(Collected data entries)
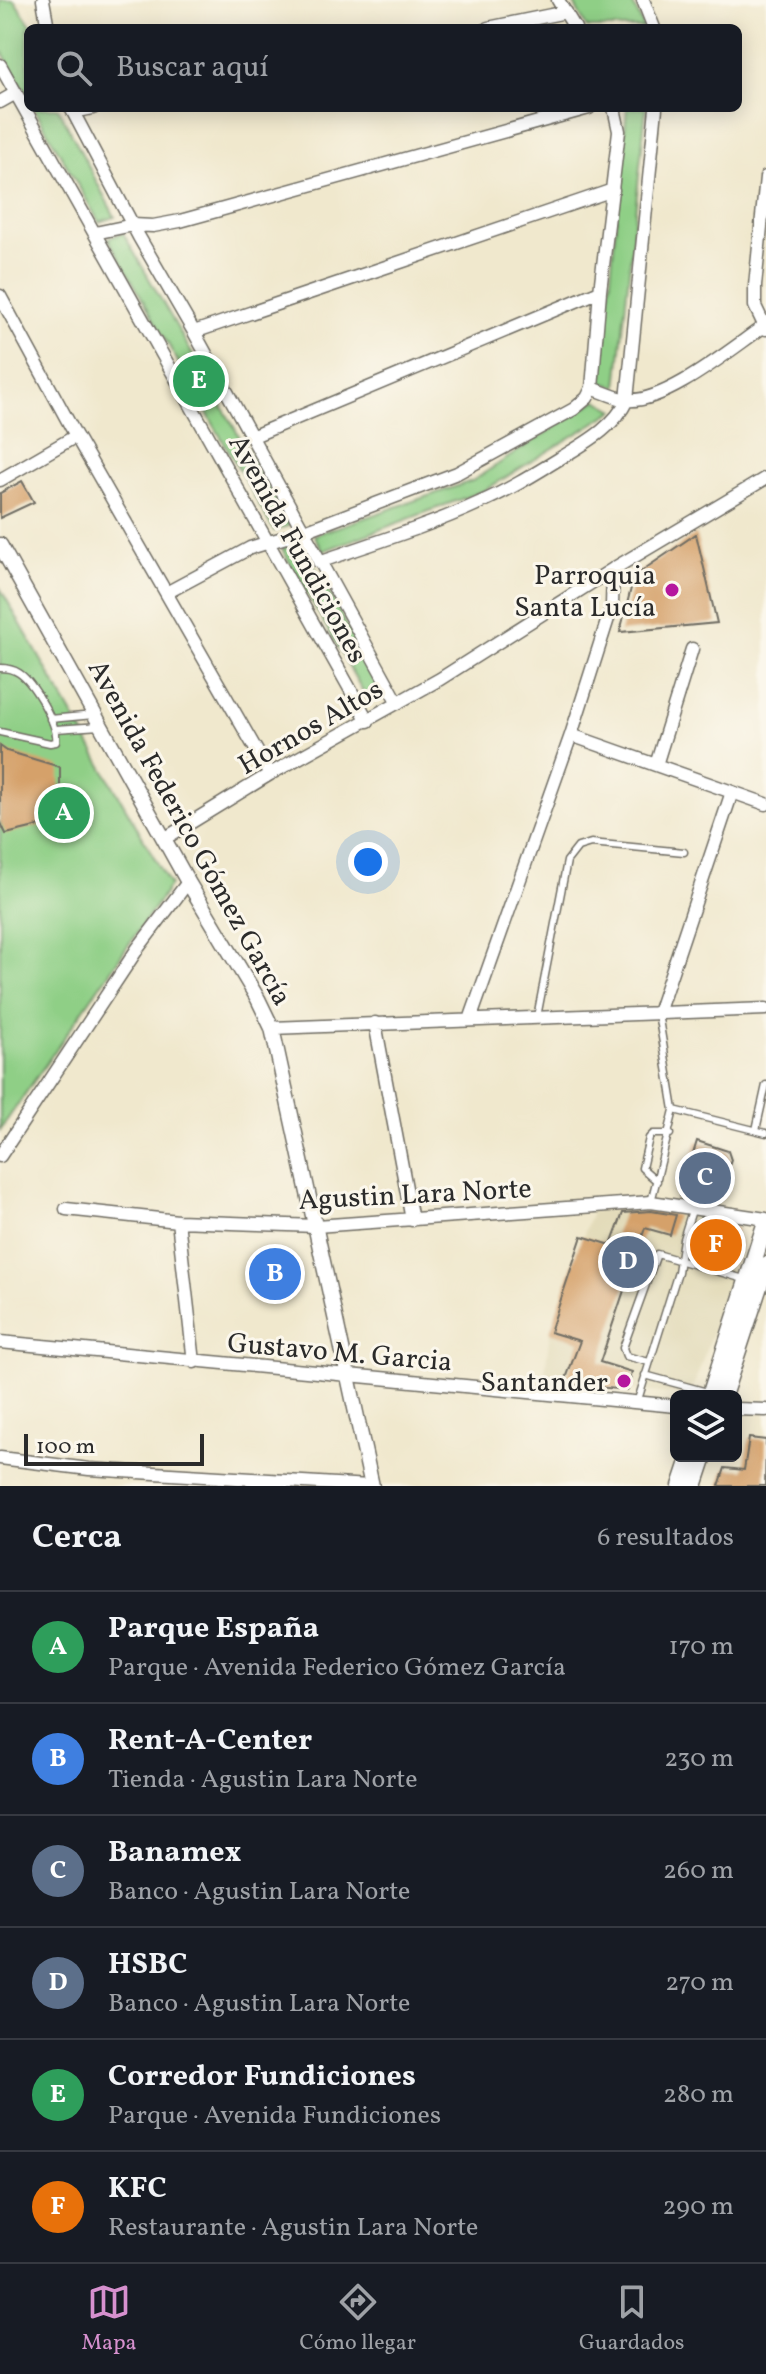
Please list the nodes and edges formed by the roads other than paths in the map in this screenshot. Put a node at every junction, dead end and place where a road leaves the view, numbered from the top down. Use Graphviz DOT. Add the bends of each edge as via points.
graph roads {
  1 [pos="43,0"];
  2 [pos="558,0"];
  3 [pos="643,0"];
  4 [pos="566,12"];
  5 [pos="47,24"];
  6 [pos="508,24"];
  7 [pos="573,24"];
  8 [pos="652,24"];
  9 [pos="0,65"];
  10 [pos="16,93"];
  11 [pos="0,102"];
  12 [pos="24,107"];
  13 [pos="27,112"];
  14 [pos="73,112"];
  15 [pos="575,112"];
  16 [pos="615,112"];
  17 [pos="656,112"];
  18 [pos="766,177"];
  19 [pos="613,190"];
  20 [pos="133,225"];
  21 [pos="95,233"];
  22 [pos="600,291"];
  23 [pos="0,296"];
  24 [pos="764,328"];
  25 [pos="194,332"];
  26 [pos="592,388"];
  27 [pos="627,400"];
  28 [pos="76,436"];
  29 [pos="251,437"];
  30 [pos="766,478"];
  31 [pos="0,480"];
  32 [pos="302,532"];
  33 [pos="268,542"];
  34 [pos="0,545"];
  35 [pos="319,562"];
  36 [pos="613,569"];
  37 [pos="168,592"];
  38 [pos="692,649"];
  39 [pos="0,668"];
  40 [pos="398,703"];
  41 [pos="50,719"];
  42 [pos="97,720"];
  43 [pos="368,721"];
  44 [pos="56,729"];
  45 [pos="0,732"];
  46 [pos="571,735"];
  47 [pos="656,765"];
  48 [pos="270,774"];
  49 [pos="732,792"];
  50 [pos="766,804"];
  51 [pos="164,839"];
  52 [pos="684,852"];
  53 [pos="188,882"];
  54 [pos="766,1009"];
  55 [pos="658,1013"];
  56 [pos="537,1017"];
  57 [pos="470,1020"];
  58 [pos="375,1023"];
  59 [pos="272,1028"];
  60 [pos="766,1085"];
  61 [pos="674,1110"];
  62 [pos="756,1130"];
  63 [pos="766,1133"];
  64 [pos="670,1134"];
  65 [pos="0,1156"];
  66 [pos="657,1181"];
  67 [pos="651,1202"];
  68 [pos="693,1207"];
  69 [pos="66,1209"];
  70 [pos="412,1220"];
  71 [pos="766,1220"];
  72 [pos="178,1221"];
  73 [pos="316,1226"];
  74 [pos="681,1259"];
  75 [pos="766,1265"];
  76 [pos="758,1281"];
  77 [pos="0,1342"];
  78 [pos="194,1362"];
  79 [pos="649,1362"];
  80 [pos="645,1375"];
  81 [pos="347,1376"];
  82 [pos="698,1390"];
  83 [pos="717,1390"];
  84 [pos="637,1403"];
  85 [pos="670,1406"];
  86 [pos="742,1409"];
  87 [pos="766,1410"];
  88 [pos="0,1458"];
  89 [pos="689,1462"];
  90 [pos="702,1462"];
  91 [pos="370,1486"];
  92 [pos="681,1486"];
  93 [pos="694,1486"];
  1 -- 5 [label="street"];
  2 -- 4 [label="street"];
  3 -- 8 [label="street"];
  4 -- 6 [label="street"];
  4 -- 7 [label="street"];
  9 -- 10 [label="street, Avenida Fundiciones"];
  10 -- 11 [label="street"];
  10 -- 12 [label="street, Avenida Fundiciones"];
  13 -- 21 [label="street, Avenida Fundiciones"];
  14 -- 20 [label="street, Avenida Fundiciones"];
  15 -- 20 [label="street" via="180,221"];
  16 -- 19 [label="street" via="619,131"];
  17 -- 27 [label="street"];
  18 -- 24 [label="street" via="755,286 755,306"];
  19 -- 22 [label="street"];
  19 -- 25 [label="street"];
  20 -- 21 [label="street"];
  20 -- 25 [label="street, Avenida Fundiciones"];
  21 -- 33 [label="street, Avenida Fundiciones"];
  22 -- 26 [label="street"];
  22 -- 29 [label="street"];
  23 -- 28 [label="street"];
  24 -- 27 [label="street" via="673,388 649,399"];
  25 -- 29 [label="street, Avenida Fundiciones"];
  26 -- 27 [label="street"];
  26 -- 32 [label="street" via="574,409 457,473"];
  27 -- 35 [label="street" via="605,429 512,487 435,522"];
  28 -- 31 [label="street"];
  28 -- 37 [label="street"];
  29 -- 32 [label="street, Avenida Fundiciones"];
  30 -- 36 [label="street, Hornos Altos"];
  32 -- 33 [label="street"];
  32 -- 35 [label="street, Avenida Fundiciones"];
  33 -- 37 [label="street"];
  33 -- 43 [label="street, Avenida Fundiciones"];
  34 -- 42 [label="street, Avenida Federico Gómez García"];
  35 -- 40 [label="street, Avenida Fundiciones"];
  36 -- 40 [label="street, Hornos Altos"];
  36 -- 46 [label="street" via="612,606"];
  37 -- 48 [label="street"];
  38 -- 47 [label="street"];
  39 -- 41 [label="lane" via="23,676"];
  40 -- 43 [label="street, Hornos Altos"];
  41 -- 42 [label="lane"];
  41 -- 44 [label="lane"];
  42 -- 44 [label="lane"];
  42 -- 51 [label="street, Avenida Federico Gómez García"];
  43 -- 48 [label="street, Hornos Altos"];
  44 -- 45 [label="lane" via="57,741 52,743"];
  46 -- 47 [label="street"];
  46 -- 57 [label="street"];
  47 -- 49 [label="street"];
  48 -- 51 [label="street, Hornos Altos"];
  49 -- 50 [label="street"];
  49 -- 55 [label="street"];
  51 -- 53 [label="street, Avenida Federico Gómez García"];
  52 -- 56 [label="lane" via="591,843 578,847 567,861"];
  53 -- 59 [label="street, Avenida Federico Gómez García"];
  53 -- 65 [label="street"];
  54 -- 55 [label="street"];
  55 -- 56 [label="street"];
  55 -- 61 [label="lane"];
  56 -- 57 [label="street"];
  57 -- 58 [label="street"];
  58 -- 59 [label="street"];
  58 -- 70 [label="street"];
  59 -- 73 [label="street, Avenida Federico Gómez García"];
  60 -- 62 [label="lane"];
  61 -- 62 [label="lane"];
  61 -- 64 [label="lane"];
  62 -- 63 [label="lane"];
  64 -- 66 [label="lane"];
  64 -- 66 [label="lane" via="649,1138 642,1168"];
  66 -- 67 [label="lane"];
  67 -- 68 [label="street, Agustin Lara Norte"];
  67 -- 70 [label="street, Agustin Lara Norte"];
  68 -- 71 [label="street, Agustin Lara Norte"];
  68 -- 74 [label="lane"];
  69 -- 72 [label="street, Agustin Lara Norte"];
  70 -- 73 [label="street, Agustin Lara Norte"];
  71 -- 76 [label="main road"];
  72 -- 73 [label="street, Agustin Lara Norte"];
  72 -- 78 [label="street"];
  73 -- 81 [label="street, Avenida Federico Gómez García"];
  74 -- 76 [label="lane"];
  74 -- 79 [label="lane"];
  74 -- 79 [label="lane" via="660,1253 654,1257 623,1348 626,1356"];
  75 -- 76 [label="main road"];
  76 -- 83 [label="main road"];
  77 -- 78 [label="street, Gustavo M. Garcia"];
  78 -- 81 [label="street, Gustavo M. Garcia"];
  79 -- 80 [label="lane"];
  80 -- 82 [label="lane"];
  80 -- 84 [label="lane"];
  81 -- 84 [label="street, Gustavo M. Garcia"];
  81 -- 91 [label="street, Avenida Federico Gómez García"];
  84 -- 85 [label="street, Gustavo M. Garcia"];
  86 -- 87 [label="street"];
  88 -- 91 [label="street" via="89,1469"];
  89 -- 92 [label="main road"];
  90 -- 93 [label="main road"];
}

Your assignment -
Set down every entry above without alteration, but print no images.

Response area -
Please list the nodes and edges formed by the roads other than paths in the map in this screenshot. Put a node at every junction, dead end and place where a road leaves the view, numbered from the top down. Use Graphviz DOT. Add the bends of each edge as via points.
graph roads {
  1 [pos="43,0"];
  2 [pos="558,0"];
  3 [pos="643,0"];
  4 [pos="566,12"];
  5 [pos="47,24"];
  6 [pos="508,24"];
  7 [pos="573,24"];
  8 [pos="652,24"];
  9 [pos="0,65"];
  10 [pos="16,93"];
  11 [pos="0,102"];
  12 [pos="24,107"];
  13 [pos="27,112"];
  14 [pos="73,112"];
  15 [pos="575,112"];
  16 [pos="615,112"];
  17 [pos="656,112"];
  18 [pos="766,177"];
  19 [pos="613,190"];
  20 [pos="133,225"];
  21 [pos="95,233"];
  22 [pos="600,291"];
  23 [pos="0,296"];
  24 [pos="764,328"];
  25 [pos="194,332"];
  26 [pos="592,388"];
  27 [pos="627,400"];
  28 [pos="76,436"];
  29 [pos="251,437"];
  30 [pos="766,478"];
  31 [pos="0,480"];
  32 [pos="302,532"];
  33 [pos="268,542"];
  34 [pos="0,545"];
  35 [pos="319,562"];
  36 [pos="613,569"];
  37 [pos="168,592"];
  38 [pos="692,649"];
  39 [pos="0,668"];
  40 [pos="398,703"];
  41 [pos="50,719"];
  42 [pos="97,720"];
  43 [pos="368,721"];
  44 [pos="56,729"];
  45 [pos="0,732"];
  46 [pos="571,735"];
  47 [pos="656,765"];
  48 [pos="270,774"];
  49 [pos="732,792"];
  50 [pos="766,804"];
  51 [pos="164,839"];
  52 [pos="684,852"];
  53 [pos="188,882"];
  54 [pos="766,1009"];
  55 [pos="658,1013"];
  56 [pos="537,1017"];
  57 [pos="470,1020"];
  58 [pos="375,1023"];
  59 [pos="272,1028"];
  60 [pos="766,1085"];
  61 [pos="674,1110"];
  62 [pos="756,1130"];
  63 [pos="766,1133"];
  64 [pos="670,1134"];
  65 [pos="0,1156"];
  66 [pos="657,1181"];
  67 [pos="651,1202"];
  68 [pos="693,1207"];
  69 [pos="66,1209"];
  70 [pos="412,1220"];
  71 [pos="766,1220"];
  72 [pos="178,1221"];
  73 [pos="316,1226"];
  74 [pos="681,1259"];
  75 [pos="766,1265"];
  76 [pos="758,1281"];
  77 [pos="0,1342"];
  78 [pos="194,1362"];
  79 [pos="649,1362"];
  80 [pos="645,1375"];
  81 [pos="347,1376"];
  82 [pos="698,1390"];
  83 [pos="717,1390"];
  84 [pos="637,1403"];
  85 [pos="670,1406"];
  86 [pos="742,1409"];
  87 [pos="766,1410"];
  88 [pos="0,1458"];
  89 [pos="689,1462"];
  90 [pos="702,1462"];
  91 [pos="370,1486"];
  92 [pos="681,1486"];
  93 [pos="694,1486"];
  1 -- 5 [label="street"];
  2 -- 4 [label="street"];
  3 -- 8 [label="street"];
  4 -- 6 [label="street"];
  4 -- 7 [label="street"];
  9 -- 10 [label="street, Avenida Fundiciones"];
  10 -- 11 [label="street"];
  10 -- 12 [label="street, Avenida Fundiciones"];
  13 -- 21 [label="street, Avenida Fundiciones"];
  14 -- 20 [label="street, Avenida Fundiciones"];
  15 -- 20 [label="street" via="180,221"];
  16 -- 19 [label="street" via="619,131"];
  17 -- 27 [label="street"];
  18 -- 24 [label="street" via="755,286 755,306"];
  19 -- 22 [label="street"];
  19 -- 25 [label="street"];
  20 -- 21 [label="street"];
  20 -- 25 [label="street, Avenida Fundiciones"];
  21 -- 33 [label="street, Avenida Fundiciones"];
  22 -- 26 [label="street"];
  22 -- 29 [label="street"];
  23 -- 28 [label="street"];
  24 -- 27 [label="street" via="673,388 649,399"];
  25 -- 29 [label="street, Avenida Fundiciones"];
  26 -- 27 [label="street"];
  26 -- 32 [label="street" via="574,409 457,473"];
  27 -- 35 [label="street" via="605,429 512,487 435,522"];
  28 -- 31 [label="street"];
  28 -- 37 [label="street"];
  29 -- 32 [label="street, Avenida Fundiciones"];
  30 -- 36 [label="street, Hornos Altos"];
  32 -- 33 [label="street"];
  32 -- 35 [label="street, Avenida Fundiciones"];
  33 -- 37 [label="street"];
  33 -- 43 [label="street, Avenida Fundiciones"];
  34 -- 42 [label="street, Avenida Federico Gómez García"];
  35 -- 40 [label="street, Avenida Fundiciones"];
  36 -- 40 [label="street, Hornos Altos"];
  36 -- 46 [label="street" via="612,606"];
  37 -- 48 [label="street"];
  38 -- 47 [label="street"];
  39 -- 41 [label="lane" via="23,676"];
  40 -- 43 [label="street, Hornos Altos"];
  41 -- 42 [label="lane"];
  41 -- 44 [label="lane"];
  42 -- 44 [label="lane"];
  42 -- 51 [label="street, Avenida Federico Gómez García"];
  43 -- 48 [label="street, Hornos Altos"];
  44 -- 45 [label="lane" via="57,741 52,743"];
  46 -- 47 [label="street"];
  46 -- 57 [label="street"];
  47 -- 49 [label="street"];
  48 -- 51 [label="street, Hornos Altos"];
  49 -- 50 [label="street"];
  49 -- 55 [label="street"];
  51 -- 53 [label="street, Avenida Federico Gómez García"];
  52 -- 56 [label="lane" via="591,843 578,847 567,861"];
  53 -- 59 [label="street, Avenida Federico Gómez García"];
  53 -- 65 [label="street"];
  54 -- 55 [label="street"];
  55 -- 56 [label="street"];
  55 -- 61 [label="lane"];
  56 -- 57 [label="street"];
  57 -- 58 [label="street"];
  58 -- 59 [label="street"];
  58 -- 70 [label="street"];
  59 -- 73 [label="street, Avenida Federico Gómez García"];
  60 -- 62 [label="lane"];
  61 -- 62 [label="lane"];
  61 -- 64 [label="lane"];
  62 -- 63 [label="lane"];
  64 -- 66 [label="lane"];
  64 -- 66 [label="lane" via="649,1138 642,1168"];
  66 -- 67 [label="lane"];
  67 -- 68 [label="street, Agustin Lara Norte"];
  67 -- 70 [label="street, Agustin Lara Norte"];
  68 -- 71 [label="street, Agustin Lara Norte"];
  68 -- 74 [label="lane"];
  69 -- 72 [label="street, Agustin Lara Norte"];
  70 -- 73 [label="street, Agustin Lara Norte"];
  71 -- 76 [label="main road"];
  72 -- 73 [label="street, Agustin Lara Norte"];
  72 -- 78 [label="street"];
  73 -- 81 [label="street, Avenida Federico Gómez García"];
  74 -- 76 [label="lane"];
  74 -- 79 [label="lane"];
  74 -- 79 [label="lane" via="660,1253 654,1257 623,1348 626,1356"];
  75 -- 76 [label="main road"];
  76 -- 83 [label="main road"];
  77 -- 78 [label="street, Gustavo M. Garcia"];
  78 -- 81 [label="street, Gustavo M. Garcia"];
  79 -- 80 [label="lane"];
  80 -- 82 [label="lane"];
  80 -- 84 [label="lane"];
  81 -- 84 [label="street, Gustavo M. Garcia"];
  81 -- 91 [label="street, Avenida Federico Gómez García"];
  84 -- 85 [label="street, Gustavo M. Garcia"];
  86 -- 87 [label="street"];
  88 -- 91 [label="street" via="89,1469"];
  89 -- 92 [label="main road"];
  90 -- 93 [label="main road"];
}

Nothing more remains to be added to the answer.